* **ACTIVITY**
Apart from the pictures, every entry should be reproduced exactly.

PROVIDED RECORDS Block Start

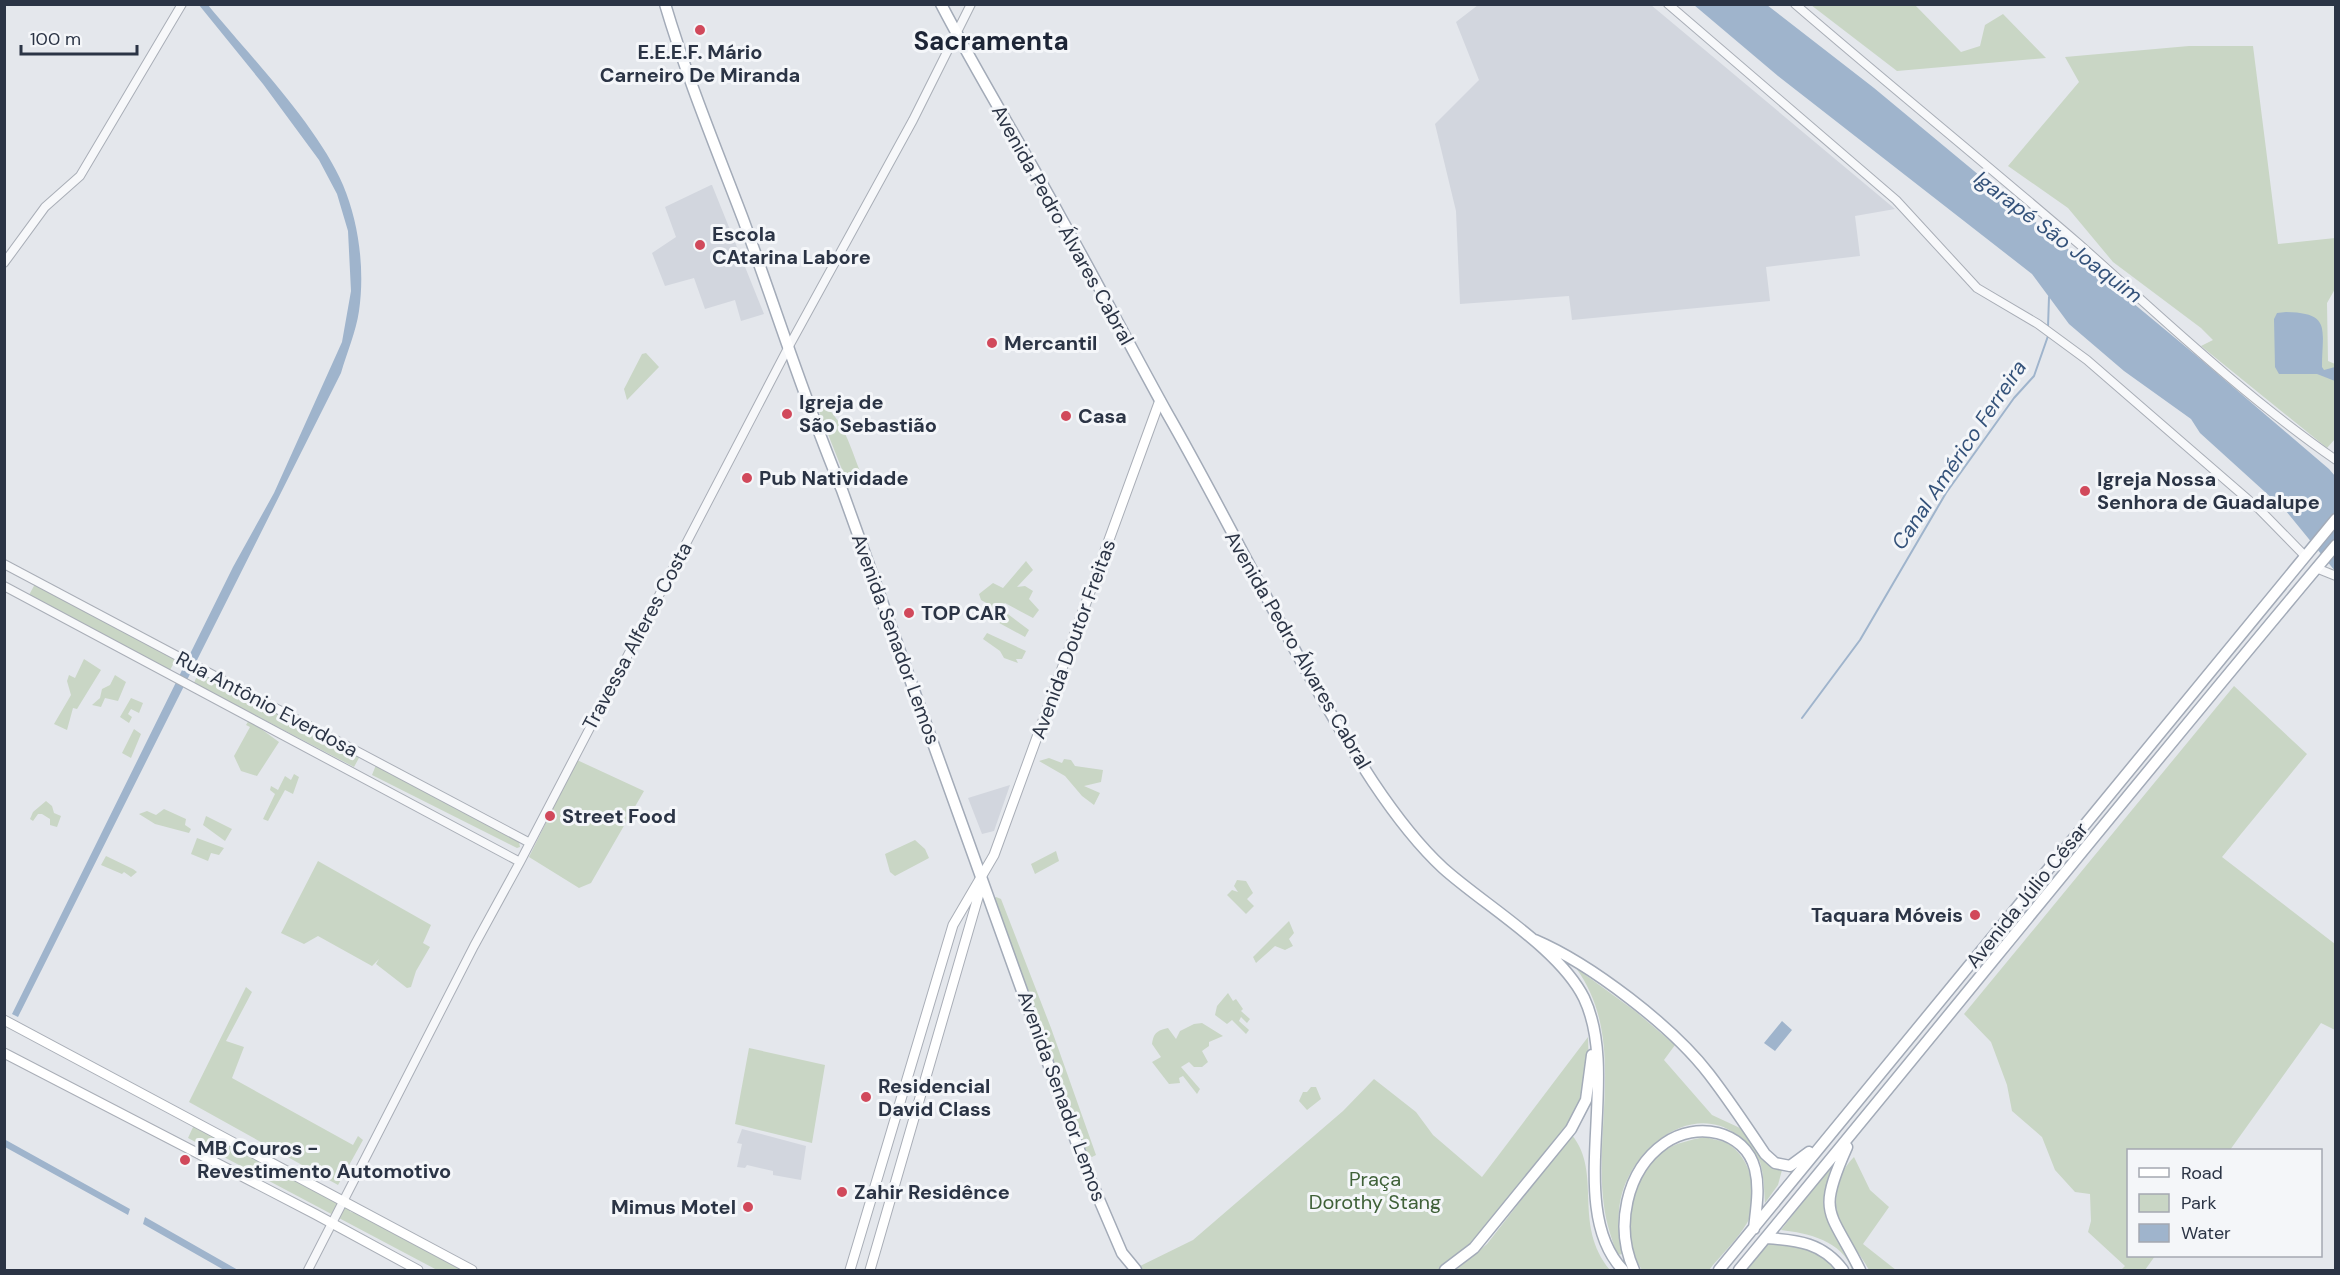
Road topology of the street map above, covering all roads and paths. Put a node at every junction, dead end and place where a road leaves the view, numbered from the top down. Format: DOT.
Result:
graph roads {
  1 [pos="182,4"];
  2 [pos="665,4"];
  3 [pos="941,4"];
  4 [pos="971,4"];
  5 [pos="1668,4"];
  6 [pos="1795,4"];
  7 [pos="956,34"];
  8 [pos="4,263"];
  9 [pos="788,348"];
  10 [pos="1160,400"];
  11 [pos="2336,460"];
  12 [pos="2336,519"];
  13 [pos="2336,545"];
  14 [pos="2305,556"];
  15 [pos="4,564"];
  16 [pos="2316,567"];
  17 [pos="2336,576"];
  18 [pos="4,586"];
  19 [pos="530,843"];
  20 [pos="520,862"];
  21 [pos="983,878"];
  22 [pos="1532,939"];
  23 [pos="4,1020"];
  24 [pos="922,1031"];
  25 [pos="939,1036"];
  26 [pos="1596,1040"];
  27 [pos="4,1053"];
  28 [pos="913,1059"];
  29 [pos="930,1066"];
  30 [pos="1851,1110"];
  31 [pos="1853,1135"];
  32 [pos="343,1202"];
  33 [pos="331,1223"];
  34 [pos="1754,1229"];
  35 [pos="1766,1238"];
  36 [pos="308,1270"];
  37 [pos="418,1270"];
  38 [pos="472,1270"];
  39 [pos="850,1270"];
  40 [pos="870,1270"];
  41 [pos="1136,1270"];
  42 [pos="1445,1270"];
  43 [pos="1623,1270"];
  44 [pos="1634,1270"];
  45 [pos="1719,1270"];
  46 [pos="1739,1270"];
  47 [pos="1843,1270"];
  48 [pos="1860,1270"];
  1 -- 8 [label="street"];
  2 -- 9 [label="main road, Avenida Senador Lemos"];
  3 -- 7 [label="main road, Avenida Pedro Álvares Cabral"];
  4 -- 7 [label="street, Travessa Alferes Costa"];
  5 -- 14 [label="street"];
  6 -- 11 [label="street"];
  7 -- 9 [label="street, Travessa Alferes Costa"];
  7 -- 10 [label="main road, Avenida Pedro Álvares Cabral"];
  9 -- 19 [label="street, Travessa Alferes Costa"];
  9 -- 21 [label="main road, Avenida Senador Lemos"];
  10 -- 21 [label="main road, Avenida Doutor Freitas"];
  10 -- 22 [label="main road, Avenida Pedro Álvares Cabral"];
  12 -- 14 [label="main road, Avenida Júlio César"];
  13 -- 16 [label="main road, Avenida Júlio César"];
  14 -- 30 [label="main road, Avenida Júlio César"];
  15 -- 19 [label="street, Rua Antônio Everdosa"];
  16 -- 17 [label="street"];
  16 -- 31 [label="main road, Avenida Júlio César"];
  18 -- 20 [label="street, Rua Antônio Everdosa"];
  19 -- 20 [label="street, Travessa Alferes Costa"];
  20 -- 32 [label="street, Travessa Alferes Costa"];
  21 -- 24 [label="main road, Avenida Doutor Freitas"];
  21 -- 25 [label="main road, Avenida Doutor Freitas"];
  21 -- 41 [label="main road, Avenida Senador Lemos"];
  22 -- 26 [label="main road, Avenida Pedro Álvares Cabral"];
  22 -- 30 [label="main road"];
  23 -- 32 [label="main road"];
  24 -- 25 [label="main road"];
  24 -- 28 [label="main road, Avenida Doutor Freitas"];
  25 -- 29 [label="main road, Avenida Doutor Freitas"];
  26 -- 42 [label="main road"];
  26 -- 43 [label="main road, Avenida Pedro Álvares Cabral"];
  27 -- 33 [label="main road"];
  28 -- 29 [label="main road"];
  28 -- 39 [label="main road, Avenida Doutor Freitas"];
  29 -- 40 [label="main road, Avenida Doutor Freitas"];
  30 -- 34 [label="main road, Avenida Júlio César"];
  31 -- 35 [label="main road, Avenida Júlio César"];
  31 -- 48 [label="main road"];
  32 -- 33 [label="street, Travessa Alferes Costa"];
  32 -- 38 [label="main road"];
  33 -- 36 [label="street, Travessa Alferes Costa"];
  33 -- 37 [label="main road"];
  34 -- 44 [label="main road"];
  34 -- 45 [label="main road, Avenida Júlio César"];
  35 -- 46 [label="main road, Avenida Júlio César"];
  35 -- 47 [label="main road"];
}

PROVIDED RECORDS Block End

* **WORKED SOLUTION**
Road topology of the street map above, covering all roads and paths. Put a node at every junction, dead end and place where a road leaves the view, numbered from the top down. Format: DOT.
Result:
graph roads {
  1 [pos="182,4"];
  2 [pos="665,4"];
  3 [pos="941,4"];
  4 [pos="971,4"];
  5 [pos="1668,4"];
  6 [pos="1795,4"];
  7 [pos="956,34"];
  8 [pos="4,263"];
  9 [pos="788,348"];
  10 [pos="1160,400"];
  11 [pos="2336,460"];
  12 [pos="2336,519"];
  13 [pos="2336,545"];
  14 [pos="2305,556"];
  15 [pos="4,564"];
  16 [pos="2316,567"];
  17 [pos="2336,576"];
  18 [pos="4,586"];
  19 [pos="530,843"];
  20 [pos="520,862"];
  21 [pos="983,878"];
  22 [pos="1532,939"];
  23 [pos="4,1020"];
  24 [pos="922,1031"];
  25 [pos="939,1036"];
  26 [pos="1596,1040"];
  27 [pos="4,1053"];
  28 [pos="913,1059"];
  29 [pos="930,1066"];
  30 [pos="1851,1110"];
  31 [pos="1853,1135"];
  32 [pos="343,1202"];
  33 [pos="331,1223"];
  34 [pos="1754,1229"];
  35 [pos="1766,1238"];
  36 [pos="308,1270"];
  37 [pos="418,1270"];
  38 [pos="472,1270"];
  39 [pos="850,1270"];
  40 [pos="870,1270"];
  41 [pos="1136,1270"];
  42 [pos="1445,1270"];
  43 [pos="1623,1270"];
  44 [pos="1634,1270"];
  45 [pos="1719,1270"];
  46 [pos="1739,1270"];
  47 [pos="1843,1270"];
  48 [pos="1860,1270"];
  1 -- 8 [label="street"];
  2 -- 9 [label="main road, Avenida Senador Lemos"];
  3 -- 7 [label="main road, Avenida Pedro Álvares Cabral"];
  4 -- 7 [label="street, Travessa Alferes Costa"];
  5 -- 14 [label="street"];
  6 -- 11 [label="street"];
  7 -- 9 [label="street, Travessa Alferes Costa"];
  7 -- 10 [label="main road, Avenida Pedro Álvares Cabral"];
  9 -- 19 [label="street, Travessa Alferes Costa"];
  9 -- 21 [label="main road, Avenida Senador Lemos"];
  10 -- 21 [label="main road, Avenida Doutor Freitas"];
  10 -- 22 [label="main road, Avenida Pedro Álvares Cabral"];
  12 -- 14 [label="main road, Avenida Júlio César"];
  13 -- 16 [label="main road, Avenida Júlio César"];
  14 -- 30 [label="main road, Avenida Júlio César"];
  15 -- 19 [label="street, Rua Antônio Everdosa"];
  16 -- 17 [label="street"];
  16 -- 31 [label="main road, Avenida Júlio César"];
  18 -- 20 [label="street, Rua Antônio Everdosa"];
  19 -- 20 [label="street, Travessa Alferes Costa"];
  20 -- 32 [label="street, Travessa Alferes Costa"];
  21 -- 24 [label="main road, Avenida Doutor Freitas"];
  21 -- 25 [label="main road, Avenida Doutor Freitas"];
  21 -- 41 [label="main road, Avenida Senador Lemos"];
  22 -- 26 [label="main road, Avenida Pedro Álvares Cabral"];
  22 -- 30 [label="main road"];
  23 -- 32 [label="main road"];
  24 -- 25 [label="main road"];
  24 -- 28 [label="main road, Avenida Doutor Freitas"];
  25 -- 29 [label="main road, Avenida Doutor Freitas"];
  26 -- 42 [label="main road"];
  26 -- 43 [label="main road, Avenida Pedro Álvares Cabral"];
  27 -- 33 [label="main road"];
  28 -- 29 [label="main road"];
  28 -- 39 [label="main road, Avenida Doutor Freitas"];
  29 -- 40 [label="main road, Avenida Doutor Freitas"];
  30 -- 34 [label="main road, Avenida Júlio César"];
  31 -- 35 [label="main road, Avenida Júlio César"];
  31 -- 48 [label="main road"];
  32 -- 33 [label="street, Travessa Alferes Costa"];
  32 -- 38 [label="main road"];
  33 -- 36 [label="street, Travessa Alferes Costa"];
  33 -- 37 [label="main road"];
  34 -- 44 [label="main road"];
  34 -- 45 [label="main road, Avenida Júlio César"];
  35 -- 46 [label="main road, Avenida Júlio César"];
  35 -- 47 [label="main road"];
}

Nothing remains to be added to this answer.